Author Topic: fun integration in my hw (Read 2754 times) Tweet Share

kamil9876 · « **on:** August 10, 2009, 11:37:21 pm »

Just wanted to see if there is a more elegant solution than mine to this problem:

A sphere of radius $R$ has total charge $Q$ . The volume charge density( $C/m^3$ ) within the sphere at a distance r<R from the centre is:

$p=p_o (1-\frac{r}{R})$

Find an expression for $Q$ in terms of $R$ and $p_o$

Now i used this funny mathematical identity thing that was more or like of the form:

$\lim_{n \rightarrow \infty} \sum_{i=0}^{n-1}(f(\frac{Ri}{n}))(\frac{R}{n})^k = \int_0^R lim_{n \rightarrow \infty} (f(x)(\frac{R}{n})^{k-1}) dx = 0$ where $k$ is an integer greater than 1

Basically stated in a less rigorous but more comprehensible form(what I actually wrote down, the above was just for the mathematical audience to scrutenize the idea) I just did the limit of a riemann sum but with powers on the $\Delta x$ :

$\lim_{\Delta x \rightarrow 0} \sum f(x) \Delta x^k=\lim_{\Delta x \rightarrow 0} \sum f(x)\Delta x \Delta x^{k-1}=\lim_{\Delta x \rightarrow 0} \sum f(x)\Delta x\lim_{\Delta x \rightarrow 0} \Delta x^{k-1}=(\int _a ^b f(x) dx) (0) = 0$

I've used this identity before but I find it quite funny.

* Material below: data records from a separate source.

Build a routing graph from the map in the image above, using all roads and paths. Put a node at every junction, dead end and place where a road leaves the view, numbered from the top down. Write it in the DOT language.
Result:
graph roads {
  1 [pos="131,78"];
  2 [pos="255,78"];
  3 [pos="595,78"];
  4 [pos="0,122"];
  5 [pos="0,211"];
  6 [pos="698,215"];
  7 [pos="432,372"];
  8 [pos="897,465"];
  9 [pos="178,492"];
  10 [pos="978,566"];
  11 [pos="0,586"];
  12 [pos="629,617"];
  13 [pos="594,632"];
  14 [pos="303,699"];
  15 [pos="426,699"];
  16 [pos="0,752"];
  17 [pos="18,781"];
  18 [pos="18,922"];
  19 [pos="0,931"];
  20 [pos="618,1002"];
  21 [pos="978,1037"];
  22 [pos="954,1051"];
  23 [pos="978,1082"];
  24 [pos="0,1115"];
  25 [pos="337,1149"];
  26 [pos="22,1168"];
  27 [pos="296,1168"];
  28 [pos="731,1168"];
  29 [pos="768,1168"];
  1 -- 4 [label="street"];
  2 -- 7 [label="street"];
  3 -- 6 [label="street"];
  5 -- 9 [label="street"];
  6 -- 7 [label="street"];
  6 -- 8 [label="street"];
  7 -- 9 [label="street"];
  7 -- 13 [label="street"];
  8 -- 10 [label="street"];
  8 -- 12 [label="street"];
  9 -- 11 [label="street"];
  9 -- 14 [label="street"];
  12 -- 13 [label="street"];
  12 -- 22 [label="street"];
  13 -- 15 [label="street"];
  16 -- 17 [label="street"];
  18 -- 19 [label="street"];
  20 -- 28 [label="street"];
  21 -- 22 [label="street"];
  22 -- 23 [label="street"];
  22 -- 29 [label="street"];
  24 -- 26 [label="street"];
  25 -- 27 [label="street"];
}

Anyways, any comment/more elegant ways of doing this will be appreciated

/0 · « **Reply #1 on:** August 11, 2009, 12:32:32 am »

:p I'll give it a go...
The charge densities are constant at a distance $r$ from the centre, i.e. hollow spheres.
The surface area of one of these spheres is $4\pi r^2$ , and the sphere has thickness $dr$ with charge $dQ$

*leap of faith* volume of the outside bit of one of these hollow spheres is $4 \pi r^2dr$
(my reasoning is that if $dr$ were 'big', the approximation would be very bad, but as $dr$ approaches zero, the accuracy of this expression increases)

$p_0(1-\frac{r}{R}) = \frac{dQ}{4\pi r^2dr}$

$4\pi r^2 p_0(1-\frac{r}{R})dr = dQ$

$Q = \int_0^R 4\pi r^2 p_0(1-\frac{r}{R})dr=\frac{R^3p_0\pi}{3}$

kamil9876 · « **Reply #2 on:** August 11, 2009, 12:57:34 am »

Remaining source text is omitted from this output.